Cases were run through the pilot which would otherwise not have been taken on.
There were fewer NHS complaints as these were siphoned off to Resolve for rapid resolution.
Administration of the scheme was excellent.
The independent administration helped smooth the process.
Disadvantages of the fast-track scheme
It was difficult to assess cases based on a questionnaire.
50 per cent of cases in the pilot were turned down after investigation.
Investigation was very limited.
There were too few medical experts on the panel.
The scheme was just about money - claimants could not get an explanation or apology.
It was a "no frills, cheap service".
Some of the time limits were too tight.
There were no penalties for delay on the time limits.
There were problems with low value but complex claims.
There was no real opportunity to learn to manage risks better.
Claimant solicitors were expected to do too much work.

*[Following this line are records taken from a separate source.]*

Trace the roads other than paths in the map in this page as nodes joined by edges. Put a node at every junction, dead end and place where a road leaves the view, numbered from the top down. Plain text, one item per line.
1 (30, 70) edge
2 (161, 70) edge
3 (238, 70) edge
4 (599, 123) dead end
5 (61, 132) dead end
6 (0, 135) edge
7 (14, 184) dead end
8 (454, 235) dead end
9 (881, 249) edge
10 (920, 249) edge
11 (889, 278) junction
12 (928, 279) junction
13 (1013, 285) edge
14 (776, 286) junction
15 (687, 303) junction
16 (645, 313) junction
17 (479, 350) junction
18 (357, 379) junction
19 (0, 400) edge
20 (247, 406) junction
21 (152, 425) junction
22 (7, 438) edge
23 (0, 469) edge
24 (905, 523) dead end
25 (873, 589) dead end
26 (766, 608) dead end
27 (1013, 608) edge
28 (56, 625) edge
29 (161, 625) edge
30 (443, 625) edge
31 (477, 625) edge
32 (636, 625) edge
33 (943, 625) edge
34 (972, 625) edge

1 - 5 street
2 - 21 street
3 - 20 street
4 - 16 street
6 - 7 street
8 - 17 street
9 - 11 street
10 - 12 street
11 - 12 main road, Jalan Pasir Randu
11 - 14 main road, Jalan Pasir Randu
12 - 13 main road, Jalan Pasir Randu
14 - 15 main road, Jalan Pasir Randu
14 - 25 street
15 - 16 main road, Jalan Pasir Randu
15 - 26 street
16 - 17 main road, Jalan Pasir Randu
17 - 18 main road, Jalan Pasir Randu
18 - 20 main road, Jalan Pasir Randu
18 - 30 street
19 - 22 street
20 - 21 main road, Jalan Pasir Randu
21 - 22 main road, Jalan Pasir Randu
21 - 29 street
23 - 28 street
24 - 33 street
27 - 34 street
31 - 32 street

There were too many exclusions - dental treatment, for example.
Lack of marketing meant the take-up was slow.
The high number of turndown, slippage in timetable and extra work, and low level of fixed costs made it very difficult for claimant solicitors to manage these cases profitably.

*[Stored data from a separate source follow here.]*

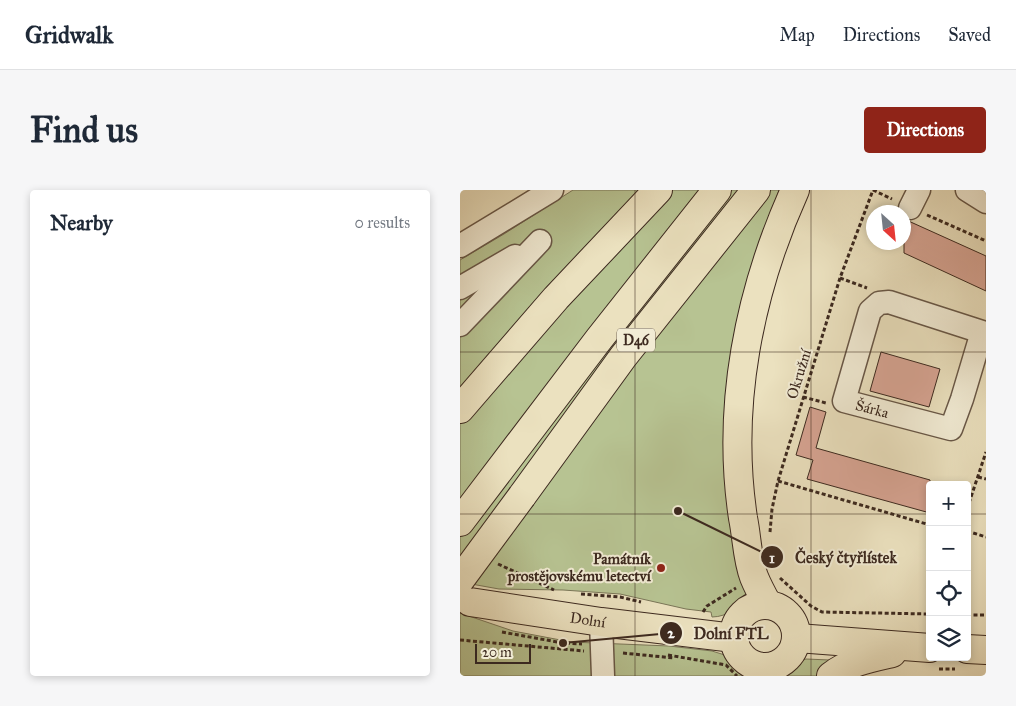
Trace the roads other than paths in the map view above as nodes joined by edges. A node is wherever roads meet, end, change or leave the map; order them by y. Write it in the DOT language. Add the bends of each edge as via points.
graph roads {
  1 [pos="552,190"];
  2 [pos="658,190"];
  3 [pos="717,190"];
  4 [pos="756,190"];
  5 [pos="795,190"];
  6 [pos="967,190"];
  7 [pos="986,202"];
  8 [pos="460,246"];
  9 [pos="460,288"];
  10 [pos="460,325"];
  11 [pos="984,332"];
  12 [pos="460,409"];
  13 [pos="460,522"];
  14 [pos="465,591"];
  15 [pos="768,605"];
  16 [pos="600,622"];
  17 [pos="734,638"];
  18 [pos="797,638"];
  19 [pos="924,648"];
  20 [pos="971,649"];
  21 [pos="986,650"];
  22 [pos="768,671"];
  23 [pos="603,676"];
  24 [pos="831,676"];
  1 -- 8 [label="street"];
  2 -- 12 [label="main road" via="556,298"];
  3 -- 13 [label="main road, D46" via="599,338"];
  4 -- 14 [label="main road, D46, bridge" via="623,357 522,496"];
  5 -- 15 [label="main road" via="755,302 743,360 739,414 737,453 741,500 754,578"];
  6 -- 7 [label="street"];
  9 -- 10 [label="street" via="540,241"];
  11 -- 11 [label="street, Šárka" via="951,429 844,401 870,312 879,303 889,302"];
  14 -- 16 [label="main road, Dolní"];
  15 -- 17 [label="main road" via="746,611 737,624"];
  15 -- 18 [label="main road" via="776,606 789,615"];
  16 -- 17 [label="main road, Dolní"];
  16 -- 23 [label="street"];
  17 -- 22 [label="main road" via="745,659"];
  18 -- 19 [label="main road"];
  18 -- 22 [label="main road" via="788,658"];
  19 -- 24 [label="main road" via="857,661"];
  20 -- 21 [label="main road"];
}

Several changes could be made to improve the system:
Cost penalties for delays to the timetable.
More medical experts on the panel.
An independent adjudicator to decide settlement value.
Higher fixed costs.
The pilot has demonstrated that a fast-track scheme, efficiently administered - preferably by an independent third party - can deal with some clinical negligence cases. It is good for straightforward low-value cases, but it is not suitable for high-value or complex claims.
When the Government first announced the reforms, no-fault compensation seemed to be top of the list. It was to be a "non adversarial dispute resolution with a tariff that would pay fixed amounts for different injuries regardless of blame".
Advantages of no-fault compensation
It is less expensive.
Less time is taken to resolve claims.
Doctors' reputations would not be tarnished.
There is a culture of openness.
Disadvantages of no-fault compensation
Following the review committee's consultation, a number of serious disadvantages have been highlighted:
Similar schemes in other countries have failed and have ended up costing a lot more than our existing system.
Causation still has to be proven and this is often more difficult and costly to prove than negligence.
There would still be disputes about the level of compensation. A similar scheme exists for the victims of criminal injuries and there are numerous appeals about the financial awards in those cases.
At the moment, trusts and individual doctors are insured, but under a no-fault compensation scheme it is not clear who will pay - insurers, tax payers or the NHS.
A no-fault culture could lead to less clinical accountability.
Arguably, the debate on no-fault compensation has been extremely useful in highlighting these very real disadvantages and it is, therefore, unlikely to form the main plank of the Government's reforms and may not be introduced at all.
At the moment, poorly handled complaints lead to litigation. A better complaints system is essential to further reduce litigation.
Other reforms should include staged costs and penalties for delay to encourage early settlement and annual payments of lump sum awards, which would overnight reduce millions of pounds of outstanding compensation. Arguably, the latter is the easiest solution for the Government - it is quick, effective and has widespread support.
Mediation and alternative dispute resolution are on the increase, and perhaps clinical negligence is moving into a special area of its own. Like family law, where the needs of the most vulnerable are put first, others involved, such as doctors and lawyers, will come second.
Most specialists in this field have already begun to embrace change, and do not litigate unless it is absolutely necessary. They already negotiate a package on behalf of their clients that will include monetary compensation, but also an apology, explanation and retraining of individuals to lessen the chance of recurrence.